• **What is needed**
Which lines of the data contain the string "meet"? Show each of them.

[Saved entries]
Start of Block

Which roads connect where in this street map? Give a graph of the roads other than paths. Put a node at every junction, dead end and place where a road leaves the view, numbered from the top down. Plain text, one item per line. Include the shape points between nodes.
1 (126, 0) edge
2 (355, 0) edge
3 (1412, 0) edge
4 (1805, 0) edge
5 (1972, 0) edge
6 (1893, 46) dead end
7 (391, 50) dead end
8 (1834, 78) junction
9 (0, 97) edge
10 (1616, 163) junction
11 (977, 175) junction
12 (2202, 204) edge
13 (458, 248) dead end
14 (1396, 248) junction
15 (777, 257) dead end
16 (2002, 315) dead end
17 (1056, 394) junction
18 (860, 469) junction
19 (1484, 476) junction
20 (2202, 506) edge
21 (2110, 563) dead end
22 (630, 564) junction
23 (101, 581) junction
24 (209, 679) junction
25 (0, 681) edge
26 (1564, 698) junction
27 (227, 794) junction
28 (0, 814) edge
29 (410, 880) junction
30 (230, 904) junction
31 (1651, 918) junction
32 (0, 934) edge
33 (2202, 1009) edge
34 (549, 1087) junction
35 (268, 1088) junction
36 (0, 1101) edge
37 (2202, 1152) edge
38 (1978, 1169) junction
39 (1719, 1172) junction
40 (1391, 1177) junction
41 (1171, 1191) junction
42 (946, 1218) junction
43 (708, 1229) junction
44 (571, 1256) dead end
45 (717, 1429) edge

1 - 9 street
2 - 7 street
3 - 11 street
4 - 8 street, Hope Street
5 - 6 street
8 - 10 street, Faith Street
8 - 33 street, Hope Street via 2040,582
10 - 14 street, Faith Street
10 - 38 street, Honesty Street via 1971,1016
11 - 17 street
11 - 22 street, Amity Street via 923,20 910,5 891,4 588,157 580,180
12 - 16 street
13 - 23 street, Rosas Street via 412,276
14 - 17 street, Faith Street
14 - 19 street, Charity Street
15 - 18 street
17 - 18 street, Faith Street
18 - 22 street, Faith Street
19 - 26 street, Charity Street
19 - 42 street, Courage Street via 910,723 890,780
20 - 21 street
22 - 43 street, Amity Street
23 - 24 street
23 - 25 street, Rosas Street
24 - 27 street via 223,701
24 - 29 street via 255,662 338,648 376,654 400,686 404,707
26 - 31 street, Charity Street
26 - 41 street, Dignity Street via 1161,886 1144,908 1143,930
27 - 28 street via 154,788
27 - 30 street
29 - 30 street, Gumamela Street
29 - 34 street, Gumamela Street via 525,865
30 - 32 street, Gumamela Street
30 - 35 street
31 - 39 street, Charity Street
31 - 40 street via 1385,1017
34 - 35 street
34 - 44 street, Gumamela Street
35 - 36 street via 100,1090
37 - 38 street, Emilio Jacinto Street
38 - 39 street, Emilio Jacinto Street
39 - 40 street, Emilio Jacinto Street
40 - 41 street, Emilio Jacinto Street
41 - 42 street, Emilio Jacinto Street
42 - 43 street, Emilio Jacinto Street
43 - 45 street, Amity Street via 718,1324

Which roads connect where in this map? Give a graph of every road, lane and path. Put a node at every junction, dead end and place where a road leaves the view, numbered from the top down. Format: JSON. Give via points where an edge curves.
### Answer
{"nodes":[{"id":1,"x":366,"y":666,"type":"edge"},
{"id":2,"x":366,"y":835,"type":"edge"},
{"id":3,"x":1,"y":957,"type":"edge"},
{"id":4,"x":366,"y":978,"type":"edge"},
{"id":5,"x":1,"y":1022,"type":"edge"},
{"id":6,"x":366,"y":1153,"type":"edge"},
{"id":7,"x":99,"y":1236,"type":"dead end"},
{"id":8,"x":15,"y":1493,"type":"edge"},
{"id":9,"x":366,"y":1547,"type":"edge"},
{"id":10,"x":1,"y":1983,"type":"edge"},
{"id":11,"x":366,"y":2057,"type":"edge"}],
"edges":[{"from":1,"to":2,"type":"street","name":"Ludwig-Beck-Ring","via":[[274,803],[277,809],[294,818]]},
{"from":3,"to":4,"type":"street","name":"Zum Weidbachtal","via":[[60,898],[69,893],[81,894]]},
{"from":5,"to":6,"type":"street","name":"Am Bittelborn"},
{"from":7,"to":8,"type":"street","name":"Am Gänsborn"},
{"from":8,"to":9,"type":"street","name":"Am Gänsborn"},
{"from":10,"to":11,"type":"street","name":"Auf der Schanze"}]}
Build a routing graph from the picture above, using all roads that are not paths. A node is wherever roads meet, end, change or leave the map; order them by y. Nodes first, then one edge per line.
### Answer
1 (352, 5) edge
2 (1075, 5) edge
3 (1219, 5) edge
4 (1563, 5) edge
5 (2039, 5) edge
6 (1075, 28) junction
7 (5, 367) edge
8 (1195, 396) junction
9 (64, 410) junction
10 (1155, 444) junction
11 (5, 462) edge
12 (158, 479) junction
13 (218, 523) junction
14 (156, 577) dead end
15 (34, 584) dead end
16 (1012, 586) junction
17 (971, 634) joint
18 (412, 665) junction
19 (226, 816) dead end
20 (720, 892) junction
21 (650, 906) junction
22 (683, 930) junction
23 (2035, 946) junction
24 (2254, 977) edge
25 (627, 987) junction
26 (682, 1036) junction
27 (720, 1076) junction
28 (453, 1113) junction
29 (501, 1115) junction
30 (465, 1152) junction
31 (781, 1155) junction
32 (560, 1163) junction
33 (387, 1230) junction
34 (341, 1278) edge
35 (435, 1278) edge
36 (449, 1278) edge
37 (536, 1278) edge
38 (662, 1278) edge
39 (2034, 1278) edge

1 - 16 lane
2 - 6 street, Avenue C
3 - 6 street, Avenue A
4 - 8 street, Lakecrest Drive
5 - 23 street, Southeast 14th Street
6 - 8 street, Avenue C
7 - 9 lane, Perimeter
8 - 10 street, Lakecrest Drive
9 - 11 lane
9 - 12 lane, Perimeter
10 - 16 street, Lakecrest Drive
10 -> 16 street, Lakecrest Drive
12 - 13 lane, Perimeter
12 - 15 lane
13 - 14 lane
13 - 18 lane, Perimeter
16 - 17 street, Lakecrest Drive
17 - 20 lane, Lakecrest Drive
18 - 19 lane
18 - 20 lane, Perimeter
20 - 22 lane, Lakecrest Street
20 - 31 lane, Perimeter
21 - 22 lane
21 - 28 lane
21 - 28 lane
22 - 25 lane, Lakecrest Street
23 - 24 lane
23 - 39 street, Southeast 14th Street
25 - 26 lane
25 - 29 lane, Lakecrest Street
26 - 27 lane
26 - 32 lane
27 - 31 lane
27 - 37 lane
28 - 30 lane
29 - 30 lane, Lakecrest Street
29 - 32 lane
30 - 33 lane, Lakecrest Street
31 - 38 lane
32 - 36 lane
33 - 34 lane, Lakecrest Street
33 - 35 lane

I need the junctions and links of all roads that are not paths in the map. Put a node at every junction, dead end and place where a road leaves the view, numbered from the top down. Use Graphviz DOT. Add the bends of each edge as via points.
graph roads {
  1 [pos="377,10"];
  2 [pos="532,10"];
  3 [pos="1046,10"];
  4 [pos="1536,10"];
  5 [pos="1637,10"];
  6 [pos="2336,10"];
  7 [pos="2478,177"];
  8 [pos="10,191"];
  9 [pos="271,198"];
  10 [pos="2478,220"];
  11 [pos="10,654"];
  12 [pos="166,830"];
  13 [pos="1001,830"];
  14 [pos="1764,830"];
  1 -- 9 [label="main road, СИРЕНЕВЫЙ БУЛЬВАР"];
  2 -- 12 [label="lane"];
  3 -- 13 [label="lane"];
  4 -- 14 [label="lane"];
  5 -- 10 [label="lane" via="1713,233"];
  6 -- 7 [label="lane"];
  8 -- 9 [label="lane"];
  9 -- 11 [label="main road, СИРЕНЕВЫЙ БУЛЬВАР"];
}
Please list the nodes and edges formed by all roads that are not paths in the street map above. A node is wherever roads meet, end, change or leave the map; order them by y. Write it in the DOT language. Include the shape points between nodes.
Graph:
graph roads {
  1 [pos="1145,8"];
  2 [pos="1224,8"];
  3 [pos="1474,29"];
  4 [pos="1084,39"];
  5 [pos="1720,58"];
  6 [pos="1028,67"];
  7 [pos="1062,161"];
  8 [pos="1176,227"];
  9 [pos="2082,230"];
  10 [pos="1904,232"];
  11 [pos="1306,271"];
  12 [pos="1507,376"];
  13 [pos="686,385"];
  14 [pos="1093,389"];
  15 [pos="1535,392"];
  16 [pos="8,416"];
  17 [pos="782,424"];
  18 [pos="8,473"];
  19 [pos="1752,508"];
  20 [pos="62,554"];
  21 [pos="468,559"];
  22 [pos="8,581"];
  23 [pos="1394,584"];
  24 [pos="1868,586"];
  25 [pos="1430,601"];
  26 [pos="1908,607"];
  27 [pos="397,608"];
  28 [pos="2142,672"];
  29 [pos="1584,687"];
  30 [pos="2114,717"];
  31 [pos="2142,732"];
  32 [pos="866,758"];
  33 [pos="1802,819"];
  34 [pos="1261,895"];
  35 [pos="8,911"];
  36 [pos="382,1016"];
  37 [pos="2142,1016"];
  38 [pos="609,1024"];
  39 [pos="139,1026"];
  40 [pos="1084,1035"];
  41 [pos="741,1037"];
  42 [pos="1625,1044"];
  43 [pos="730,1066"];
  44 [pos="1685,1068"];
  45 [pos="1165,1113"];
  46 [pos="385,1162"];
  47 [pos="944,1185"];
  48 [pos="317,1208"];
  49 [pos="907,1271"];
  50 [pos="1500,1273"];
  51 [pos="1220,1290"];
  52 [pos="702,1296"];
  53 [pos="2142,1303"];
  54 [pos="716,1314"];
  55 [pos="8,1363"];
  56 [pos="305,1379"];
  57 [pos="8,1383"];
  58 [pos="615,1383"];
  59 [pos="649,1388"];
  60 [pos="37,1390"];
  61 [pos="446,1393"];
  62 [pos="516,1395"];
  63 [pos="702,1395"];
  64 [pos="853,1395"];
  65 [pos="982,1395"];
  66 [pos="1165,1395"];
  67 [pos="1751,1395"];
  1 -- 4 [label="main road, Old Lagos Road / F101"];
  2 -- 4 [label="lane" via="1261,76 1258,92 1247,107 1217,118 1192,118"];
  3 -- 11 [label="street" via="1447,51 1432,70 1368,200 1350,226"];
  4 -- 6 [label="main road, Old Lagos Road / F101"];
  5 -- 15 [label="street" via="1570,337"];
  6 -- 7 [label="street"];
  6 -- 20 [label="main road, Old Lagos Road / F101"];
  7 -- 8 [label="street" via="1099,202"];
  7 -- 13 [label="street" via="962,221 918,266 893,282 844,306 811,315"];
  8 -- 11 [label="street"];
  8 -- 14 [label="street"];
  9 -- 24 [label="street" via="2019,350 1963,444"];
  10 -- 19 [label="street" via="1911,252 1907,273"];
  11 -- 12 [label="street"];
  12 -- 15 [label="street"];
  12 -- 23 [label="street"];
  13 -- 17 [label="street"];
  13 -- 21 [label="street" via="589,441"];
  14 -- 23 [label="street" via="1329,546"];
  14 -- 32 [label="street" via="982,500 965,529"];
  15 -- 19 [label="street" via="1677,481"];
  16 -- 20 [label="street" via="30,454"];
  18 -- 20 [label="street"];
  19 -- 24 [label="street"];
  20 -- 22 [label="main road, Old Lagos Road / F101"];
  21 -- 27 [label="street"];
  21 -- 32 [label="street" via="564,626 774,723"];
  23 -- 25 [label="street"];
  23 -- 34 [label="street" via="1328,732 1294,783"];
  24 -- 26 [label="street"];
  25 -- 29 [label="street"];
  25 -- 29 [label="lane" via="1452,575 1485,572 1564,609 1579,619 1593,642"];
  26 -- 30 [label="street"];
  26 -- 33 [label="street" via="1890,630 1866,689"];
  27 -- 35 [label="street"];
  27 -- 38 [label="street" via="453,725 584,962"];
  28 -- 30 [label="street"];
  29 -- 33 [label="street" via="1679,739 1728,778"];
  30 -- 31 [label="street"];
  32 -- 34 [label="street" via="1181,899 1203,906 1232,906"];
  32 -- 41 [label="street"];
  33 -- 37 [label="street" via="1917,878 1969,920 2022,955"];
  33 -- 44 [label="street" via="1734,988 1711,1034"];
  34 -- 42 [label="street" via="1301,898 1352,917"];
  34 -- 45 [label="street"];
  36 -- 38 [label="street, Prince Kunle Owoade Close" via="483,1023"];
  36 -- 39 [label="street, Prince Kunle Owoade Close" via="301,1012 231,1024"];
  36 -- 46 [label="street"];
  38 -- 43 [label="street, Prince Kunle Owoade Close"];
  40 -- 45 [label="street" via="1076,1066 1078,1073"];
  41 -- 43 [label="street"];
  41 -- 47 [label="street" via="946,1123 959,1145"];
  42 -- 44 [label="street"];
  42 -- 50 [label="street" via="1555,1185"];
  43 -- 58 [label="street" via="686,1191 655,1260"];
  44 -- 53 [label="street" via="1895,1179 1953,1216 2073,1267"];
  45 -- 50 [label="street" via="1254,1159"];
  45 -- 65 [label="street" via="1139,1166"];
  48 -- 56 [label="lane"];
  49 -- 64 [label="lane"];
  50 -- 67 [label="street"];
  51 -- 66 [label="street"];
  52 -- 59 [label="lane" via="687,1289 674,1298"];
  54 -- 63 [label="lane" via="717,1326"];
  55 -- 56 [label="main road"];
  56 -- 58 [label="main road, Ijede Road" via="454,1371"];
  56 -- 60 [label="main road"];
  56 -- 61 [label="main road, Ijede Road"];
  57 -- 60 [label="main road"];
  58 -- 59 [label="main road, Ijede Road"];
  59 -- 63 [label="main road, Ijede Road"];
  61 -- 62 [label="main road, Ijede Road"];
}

End of Block

• **Answer**
Build a routing graph from the picture above, using all roads that are not paths. A node is wherever roads meet, end, change or leave the map; order them by y. Nodes first, then one edge per line.
Please list the nodes and edges formed by all roads that are not paths in the street map above. A node is wherever roads meet, end, change or leave the map; order them by y. Write it in the DOT language. Include the shape points between nodes.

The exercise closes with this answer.